Hat Gott uns also das Leben geschenkt, damit wir hier auf Erden leiden und schutzlos sind? Wenn wir aber bedenken, dass Jesus ein Wanderprediger war, erscheint diese Aussage in einem anderen Licht. Ein Pop-Song bringt es auf den Punkt:
Es reist sich besser mit leichtem Gepäck.
Für jemanden, der auf Wanderschaft ist, ist materieller Besitz eher Last als Hilfe. Natürlich bietet Besitz Schutz und Sicherheit, aber wenn wir zu sehr daran hängen und ihn mit aller Macht zu erhalten und zu vermehren suchen, kann er auch schnell zur Belastung, zur Last werden. Wer bereit ist, sich zu trennen und loszulassen, lebt leichter und steht doch, wie alle Menschen, unter Gottes Schutz. Vielleicht lohnt es sich, einmal nicht neidisch auf den zu sehen, der mehr hat als wir, sondern uns stattdessen bewusst zu werden, was wir alles besitzen, egal wie unser Kontostand aussieht.
Die vielen kleinen Dinge, wie die Blume am Wegesrand, das Lächeln, das uns jemand unerwartet schenkt oder – jetzt im Herbst -das goldene Licht der untergehenden Abendsonne.
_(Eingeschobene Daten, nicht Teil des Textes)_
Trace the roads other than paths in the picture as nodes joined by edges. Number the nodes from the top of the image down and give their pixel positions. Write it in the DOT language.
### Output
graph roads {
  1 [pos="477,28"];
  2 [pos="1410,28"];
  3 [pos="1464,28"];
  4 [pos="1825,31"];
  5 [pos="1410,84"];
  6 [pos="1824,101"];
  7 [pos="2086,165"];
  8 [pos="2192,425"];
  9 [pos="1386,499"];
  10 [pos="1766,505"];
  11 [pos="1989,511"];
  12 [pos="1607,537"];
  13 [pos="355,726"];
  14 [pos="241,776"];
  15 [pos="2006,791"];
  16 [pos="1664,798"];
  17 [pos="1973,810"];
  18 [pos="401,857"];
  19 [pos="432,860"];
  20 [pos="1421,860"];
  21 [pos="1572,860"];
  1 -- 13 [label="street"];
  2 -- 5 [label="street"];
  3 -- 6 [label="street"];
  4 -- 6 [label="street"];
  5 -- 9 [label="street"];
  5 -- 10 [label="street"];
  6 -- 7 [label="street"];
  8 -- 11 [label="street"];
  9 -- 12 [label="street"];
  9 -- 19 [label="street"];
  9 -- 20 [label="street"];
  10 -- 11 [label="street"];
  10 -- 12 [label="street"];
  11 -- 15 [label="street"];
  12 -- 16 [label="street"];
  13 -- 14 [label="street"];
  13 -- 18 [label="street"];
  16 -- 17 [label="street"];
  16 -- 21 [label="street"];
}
Und dann ist da noch das scheinbar Selbstverständliche, dass wir in einem Land leben, in dem Frieden herrscht, täglich Zugang zu frischem, sauberen Trinkwasser haben, ohne lange Wege zurücklegen zu müssen, und dass wir unsere Meinung ohne Angst frei äußern können.
Wenn jetzt im Oktober wieder die Erntedankfeste gefeiert werden, könnten wir auch einmal für diese Kleinigkeiten und das Selbstverständliche Dank sagen – sei es in einem der Erntedankgottesdienste in unserer Pfarrei oder jede und jeder ganz für sich in einem schönen Moment. Wer weiß, vielleicht hat die Schnecke mit dem Haus die Schweißperlen auf der Stirn stehen und stöhnt vor sich hin, während die Nacktschnecke mit einem Lächeln an ihr vorüberzieht.